■ Exercise requirements
Each record should be output exactly, with every character kept.

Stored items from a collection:
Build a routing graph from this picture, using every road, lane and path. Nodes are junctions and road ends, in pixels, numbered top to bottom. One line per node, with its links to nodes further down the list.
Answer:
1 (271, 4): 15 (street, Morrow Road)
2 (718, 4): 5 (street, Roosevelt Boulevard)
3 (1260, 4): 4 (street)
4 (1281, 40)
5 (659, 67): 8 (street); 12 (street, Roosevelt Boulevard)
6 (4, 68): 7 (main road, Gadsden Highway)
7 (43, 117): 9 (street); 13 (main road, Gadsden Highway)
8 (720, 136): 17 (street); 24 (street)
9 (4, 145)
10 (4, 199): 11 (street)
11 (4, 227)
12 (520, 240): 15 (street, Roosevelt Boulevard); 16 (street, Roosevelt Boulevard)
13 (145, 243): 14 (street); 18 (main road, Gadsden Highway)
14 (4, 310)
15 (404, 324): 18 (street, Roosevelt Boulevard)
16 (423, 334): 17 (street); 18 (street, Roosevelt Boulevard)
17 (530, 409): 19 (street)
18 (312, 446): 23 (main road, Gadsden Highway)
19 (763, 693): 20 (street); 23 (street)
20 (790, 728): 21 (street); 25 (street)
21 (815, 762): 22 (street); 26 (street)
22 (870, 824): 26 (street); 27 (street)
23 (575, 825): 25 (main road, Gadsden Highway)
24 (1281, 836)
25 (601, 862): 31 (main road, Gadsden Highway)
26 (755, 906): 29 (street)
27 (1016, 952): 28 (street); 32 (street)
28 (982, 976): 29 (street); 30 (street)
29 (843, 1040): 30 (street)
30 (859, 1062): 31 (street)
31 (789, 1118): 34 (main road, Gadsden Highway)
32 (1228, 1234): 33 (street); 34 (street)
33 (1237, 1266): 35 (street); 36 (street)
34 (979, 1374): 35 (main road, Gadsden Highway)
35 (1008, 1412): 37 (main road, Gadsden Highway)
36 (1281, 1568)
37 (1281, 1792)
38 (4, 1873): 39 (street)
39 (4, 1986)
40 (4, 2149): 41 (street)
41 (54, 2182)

■ Output of the task
Build a routing graph from this picture, using every road, lane and path. Nodes are junctions and road ends, in pixels, numbered top to bottom. One line per node, with its links to nodes further down the list.
Answer:
1 (271, 4): 15 (street, Morrow Road)
2 (718, 4): 5 (street, Roosevelt Boulevard)
3 (1260, 4): 4 (street)
4 (1281, 40)
5 (659, 67): 8 (street); 12 (street, Roosevelt Boulevard)
6 (4, 68): 7 (main road, Gadsden Highway)
7 (43, 117): 9 (street); 13 (main road, Gadsden Highway)
8 (720, 136): 17 (street); 24 (street)
9 (4, 145)
10 (4, 199): 11 (street)
11 (4, 227)
12 (520, 240): 15 (street, Roosevelt Boulevard); 16 (street, Roosevelt Boulevard)
13 (145, 243): 14 (street); 18 (main road, Gadsden Highway)
14 (4, 310)
15 (404, 324): 18 (street, Roosevelt Boulevard)
16 (423, 334): 17 (street); 18 (street, Roosevelt Boulevard)
17 (530, 409): 19 (street)
18 (312, 446): 23 (main road, Gadsden Highway)
19 (763, 693): 20 (street); 23 (street)
20 (790, 728): 21 (street); 25 (street)
21 (815, 762): 22 (street); 26 (street)
22 (870, 824): 26 (street); 27 (street)
23 (575, 825): 25 (main road, Gadsden Highway)
24 (1281, 836)
25 (601, 862): 31 (main road, Gadsden Highway)
26 (755, 906): 29 (street)
27 (1016, 952): 28 (street); 32 (street)
28 (982, 976): 29 (street); 30 (street)
29 (843, 1040): 30 (street)
30 (859, 1062): 31 (street)
31 (789, 1118): 34 (main road, Gadsden Highway)
32 (1228, 1234): 33 (street); 34 (street)
33 (1237, 1266): 35 (street); 36 (street)
34 (979, 1374): 35 (main road, Gadsden Highway)
35 (1008, 1412): 37 (main road, Gadsden Highway)
36 (1281, 1568)
37 (1281, 1792)
38 (4, 1873): 39 (street)
39 (4, 1986)
40 (4, 2149): 41 (street)
41 (54, 2182)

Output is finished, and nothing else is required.